On January 26, 2014, on returning from an e-commerce convention, Shrem was arrested at JFK Airport.[9] Prosecutors alleged that Shrem and Robert Faiella conspired to launder $1 million worth of bitcoins to help users of the Silk Road marketplace anonymously make illegal purchases. Shrem was also charged with failing to report suspicious banking activity and operating an unlicensed money-transmitting business.[28][29][30] He was released on $1 million bail on January 28, 2014, on the condition that he submit to electronic monitoring and live with his parents in their Marine Park, Brooklyn home.[31][32]

Shrem was indicted on April 10, 2014 on accusations of "operating an unlicensed money transmitting business, money laundering conspiracy and willfully failing to file suspicious activity reports with banking authorities."[33] On September 4, 2014, he pleaded guilty to a reduced charge of aiding and abetting unlicensed money transmission.[34][35]

On December 19, 2014, he was convicted of the reduced charge, ordered to forfeit $950,000, and sentenced to two years in prison.[3] He surrendered to authorities on March 30, 2015, and subsequently entered Lewisburg Federal Prison Camp in Pennsylvania. He was released from prison mid-2016.[36] He served his sentence at a minimum-security federal facility, spending a little over a year in custody before being released on supervised release.[22][37][4]

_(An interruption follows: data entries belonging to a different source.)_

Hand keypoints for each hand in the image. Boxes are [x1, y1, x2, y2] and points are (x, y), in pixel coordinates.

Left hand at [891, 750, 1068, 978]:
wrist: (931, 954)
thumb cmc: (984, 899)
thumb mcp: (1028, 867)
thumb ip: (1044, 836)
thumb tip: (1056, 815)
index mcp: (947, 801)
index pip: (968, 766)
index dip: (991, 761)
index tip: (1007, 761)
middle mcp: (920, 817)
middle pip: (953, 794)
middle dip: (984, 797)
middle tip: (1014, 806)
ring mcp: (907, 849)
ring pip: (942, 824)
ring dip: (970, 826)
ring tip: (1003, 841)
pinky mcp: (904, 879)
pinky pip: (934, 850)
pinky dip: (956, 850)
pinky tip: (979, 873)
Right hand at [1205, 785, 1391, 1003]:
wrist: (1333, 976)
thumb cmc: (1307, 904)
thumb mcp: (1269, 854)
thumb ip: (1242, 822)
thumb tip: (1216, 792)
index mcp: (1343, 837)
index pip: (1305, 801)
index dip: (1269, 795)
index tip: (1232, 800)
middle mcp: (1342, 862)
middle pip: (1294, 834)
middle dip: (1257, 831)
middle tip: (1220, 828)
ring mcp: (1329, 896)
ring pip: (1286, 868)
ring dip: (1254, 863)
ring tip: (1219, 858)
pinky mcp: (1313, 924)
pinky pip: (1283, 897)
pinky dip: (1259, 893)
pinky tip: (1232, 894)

In September 2018, the Winklevoss twins sued Shrem for $32 million, claiming that he stole thousands of bitcoins from them in 2012. Part of his assets were frozen as a result of the case. An affidavit filed in the case suggested that the $950,000 restitution required in his 2014 conviction had not been paid.[38] In 2019, a judge overturned an order freezing $32 million of Shrem's assets, ordering the Winklevoss twins to pay Shrem's legal fees, and the case was dismissed.[39]

Impact and legacy

Bitcoin Magazine portrays Shrem as one of the first high-profile Bitcoin entrepreneurs whose prosecution signaled that U.S. authorities would apply traditional anti-money-laundering law to cryptocurrency businesses.[40] Fraud Magazine cites his case as an example used in compliance training, illustrating the importance of KYC and AML controls for new payment channels.[37] WSJ’s Risk & Compliance article characterizes Shrem as a “crypto founder advocating for compliance” whose experience helped convince some later firms, such as ByteFederal, to prioritize licensing and regulatory engagement.[41][22]

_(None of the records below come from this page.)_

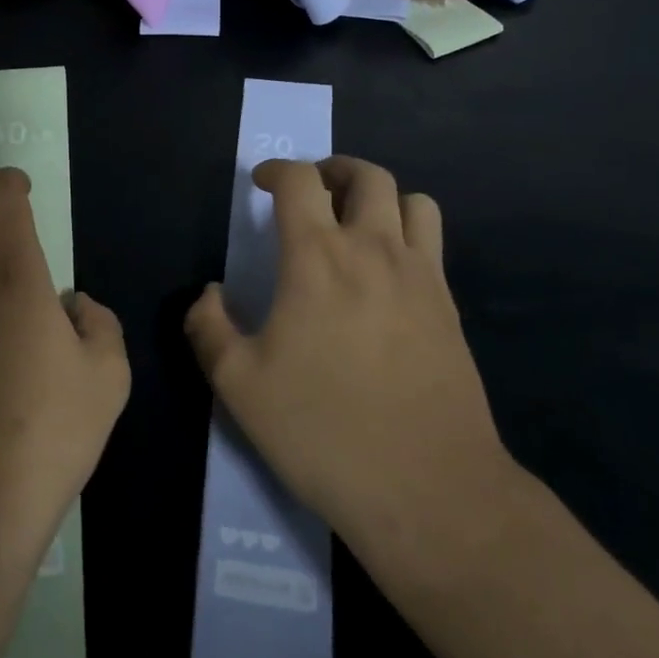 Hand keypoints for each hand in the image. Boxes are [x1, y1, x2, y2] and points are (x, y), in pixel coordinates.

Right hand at [184, 157, 521, 566]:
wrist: (427, 487)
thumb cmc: (322, 430)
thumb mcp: (239, 386)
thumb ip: (210, 328)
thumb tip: (208, 293)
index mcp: (318, 258)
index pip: (299, 181)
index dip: (276, 170)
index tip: (260, 183)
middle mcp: (374, 250)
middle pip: (366, 176)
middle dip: (334, 170)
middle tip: (312, 192)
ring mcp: (421, 275)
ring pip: (412, 200)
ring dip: (380, 196)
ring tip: (357, 222)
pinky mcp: (449, 305)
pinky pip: (433, 241)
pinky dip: (409, 232)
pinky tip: (388, 273) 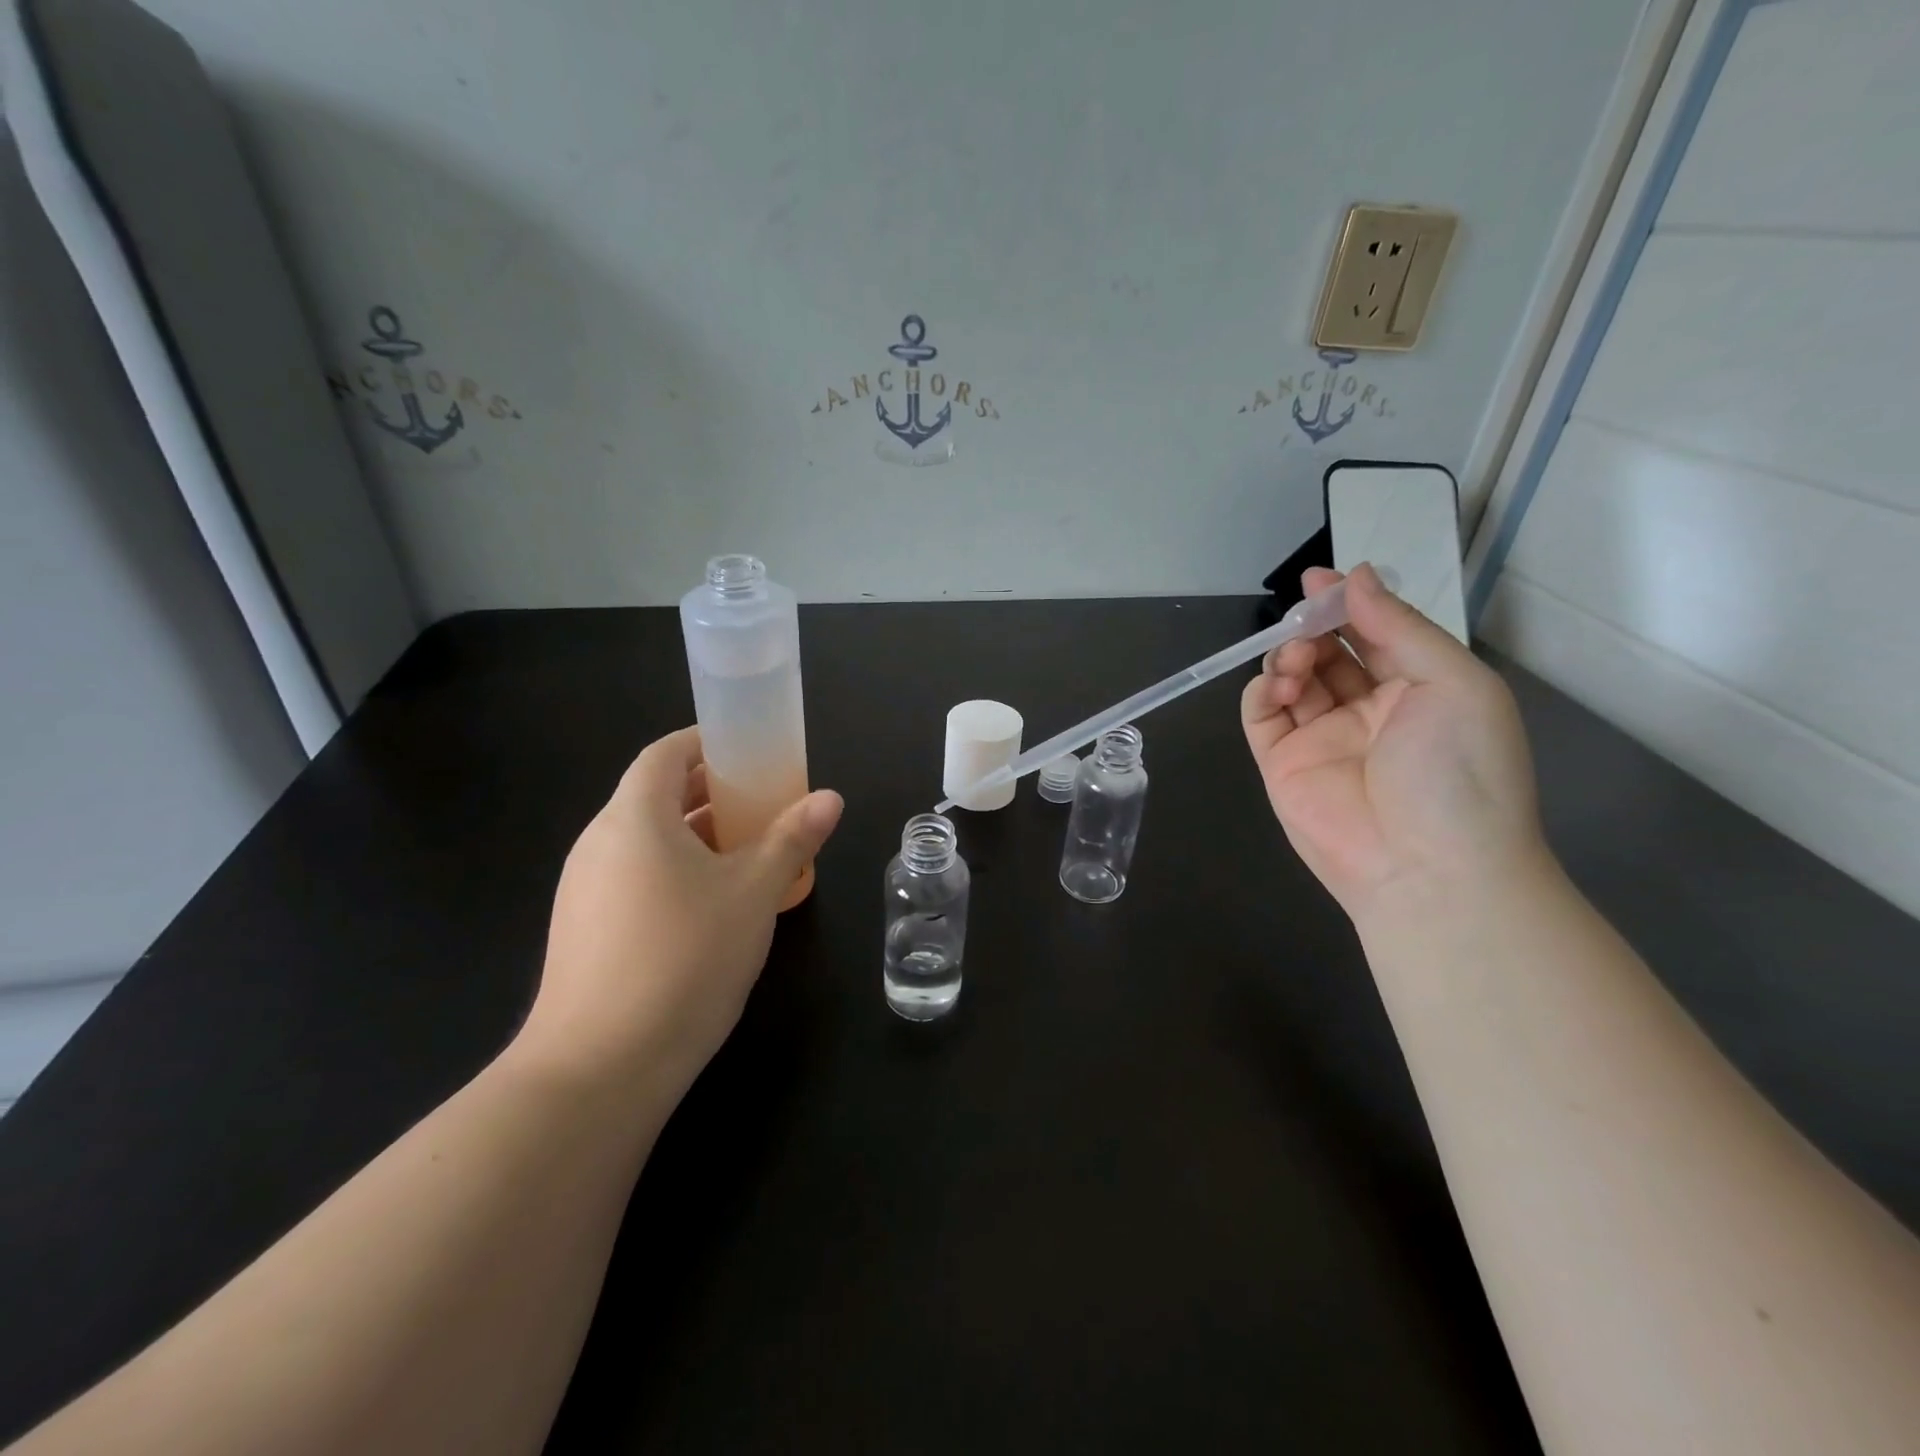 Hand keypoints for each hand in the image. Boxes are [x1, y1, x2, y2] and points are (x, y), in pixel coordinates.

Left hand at [514, 727, 843, 1104]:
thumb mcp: (753, 893)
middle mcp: (599, 843)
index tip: (750, 749)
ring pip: (646, 840)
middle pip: (655, 795)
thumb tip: (830, 798)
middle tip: (764, 801)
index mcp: (634, 818)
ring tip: (748, 851)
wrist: (599, 1069)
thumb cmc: (684, 958)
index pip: (664, 754)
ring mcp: (584, 889)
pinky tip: (712, 906)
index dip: (706, 743)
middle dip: (711, 792)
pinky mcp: (584, 930)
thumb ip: (792, 838)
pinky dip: (674, 870)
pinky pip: (634, 877)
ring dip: (695, 835)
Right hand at [1240, 564, 1546, 922]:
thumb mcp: (1451, 683)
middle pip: (1328, 653)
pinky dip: (1261, 690)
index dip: (1347, 605)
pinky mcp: (1281, 763)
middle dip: (1312, 628)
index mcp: (1418, 691)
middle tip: (1303, 618)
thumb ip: (1397, 627)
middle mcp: (1367, 711)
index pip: (1374, 635)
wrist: (1427, 869)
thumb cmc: (1458, 770)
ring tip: (1296, 660)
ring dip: (1288, 656)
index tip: (1318, 581)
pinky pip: (1261, 715)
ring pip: (1291, 679)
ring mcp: (1320, 738)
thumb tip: (1356, 577)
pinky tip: (1279, 684)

In 2024 the fundraising platform The Giving Block included Shrem in its “Crypto Impact 100” list, highlighting him as an early Bitcoin proponent who helped popularize digital assets and has participated in crypto-based philanthropy.[42] Industry profiles argue that through his podcast and venture investing, Shrem has continued to shape narratives and capital allocation in Bitcoin and broader Web3 ecosystems.[26][20]

Criticism and controversy

Critics in regulatory and fraud-prevention circles point to BitInstant’s inadequate customer-due-diligence and monitoring systems, which allowed an intermediary such as Robert Faiella to facilitate illicit transactions for Silk Road users.[22][40][37] Fraud Magazine emphasizes that compliance failures at early crypto firms like BitInstant exposed gaps between the culture of early adopters and formal regulatory expectations.[37]

Some commentators in industry and legal analysis describe Shrem as having “taken a bullet for Bitcoin,” arguing that his prosecution was used as a warning to the broader sector, while others contend that the sentence reflected the seriousness of AML violations.[8][20][22][37] His return to prominence as an investor and media figure after serving a felony sentence has prompted debate about accountability and rehabilitation within the cryptocurrency industry.[20][22][40][37]

Personal life

Shrem married Courtney Shrem and later relocated from New York to Sarasota, Florida, where he has been based while running investment and media ventures.[43][4] Local Sarasota media and podcasts have profiled him as an “original Bitcoin pioneer” living in the area and have discussed his transition from early Bitcoin entrepreneur to podcaster and investor.[44][43]